Alles in allem ist das Baustellenmanagement also eine Herkulesaufgabe, für die Leeb seit Ende 2016 mit Tobias Dotzer sogar einen eigenen Baustellenkoordinator unter seinen sechs Mitarbeitern hat, der im Jahresschnitt 3000 größere Baustellen im Blick behält. Und davor? "Da blieb diese Aufgabe meist an dem Beteiligten hängen, der als Erstes Bedarf angemeldet hat und an einer Stelle bauen wollte. Der hatte dann quasi auch die Mütze auf", verrät er.

Mindestens so wichtig für einen reibungslosen Ablauf einer Maßnahme wie die Koordination unter den Beteiligten ist die frühzeitige Information der Verkehrsteilnehmer. Neben der Homepage, auf der eine Übersicht der wichtigsten Baustellen sowie umfassende Infos zu Großprojekten zu finden sind, setzt Sör auch auf Echtzeit-Verkehrsinfos mit LED-Tafeln. Vier der Systeme, deren Anzeige sich binnen 15 Minuten aktualisieren lässt, hat die Stadt nach dem großen Erfolg beim Umbau am Hauptbahnhof vor zwei Jahren angeschafft.
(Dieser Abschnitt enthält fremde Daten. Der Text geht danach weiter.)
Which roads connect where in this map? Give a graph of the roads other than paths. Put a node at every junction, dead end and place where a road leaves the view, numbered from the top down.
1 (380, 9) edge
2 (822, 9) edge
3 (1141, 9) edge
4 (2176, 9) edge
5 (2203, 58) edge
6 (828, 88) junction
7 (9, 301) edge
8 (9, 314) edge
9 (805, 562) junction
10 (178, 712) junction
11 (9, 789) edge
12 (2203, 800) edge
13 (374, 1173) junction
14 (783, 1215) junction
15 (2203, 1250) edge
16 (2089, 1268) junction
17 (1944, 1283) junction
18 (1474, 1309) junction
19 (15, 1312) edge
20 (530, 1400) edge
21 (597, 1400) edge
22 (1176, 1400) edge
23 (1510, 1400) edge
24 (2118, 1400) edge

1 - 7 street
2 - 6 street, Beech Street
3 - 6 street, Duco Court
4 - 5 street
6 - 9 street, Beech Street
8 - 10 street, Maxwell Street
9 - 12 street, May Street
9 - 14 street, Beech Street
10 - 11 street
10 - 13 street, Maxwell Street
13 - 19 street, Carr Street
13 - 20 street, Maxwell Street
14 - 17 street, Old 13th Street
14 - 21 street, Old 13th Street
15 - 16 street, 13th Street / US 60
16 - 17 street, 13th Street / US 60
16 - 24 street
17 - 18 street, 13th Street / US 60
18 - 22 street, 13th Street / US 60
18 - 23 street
Ebenfalls bewährt hat sich laut Leeb übrigens auch die neue Vorgehensweise von Sör, wie zuletzt an der Stadtgrenze oder zuvor am Westring: Statt die Kreuzungen abschnittsweise zu sanieren und den Verkehr wochenlang zu beeinträchtigen, entschied man sich hier für eine mehrtägige Vollsperrung. Dadurch, so Leeb, sei die Baustelle nicht nur schneller wieder weg, sondern das Ergebnis halte auch länger, denn: Fugen zwischen den Fahrbahndeckenabschnitten wirken wie Sollbruchstellen und nutzen sich deutlich schneller ab.

Schließlich will man bei aller Eile nichts bauen, was nach wenigen Jahren oder Jahrzehnten wieder saniert werden muss. Auf jeden Fall, so Leeb, soll alles, was heute entsteht, länger halten als die Infrastruktur aus den 60er und 70er Jahren. Die muss heute dringend saniert werden und ist laut Leeb neben der guten Konjunktur einer der Hauptgründe für die rekordträchtige Bautätigkeit in der Stadt, die nach seiner persönlichen Einschätzung noch mindestens zwei bis drei Jahre anhalten dürfte.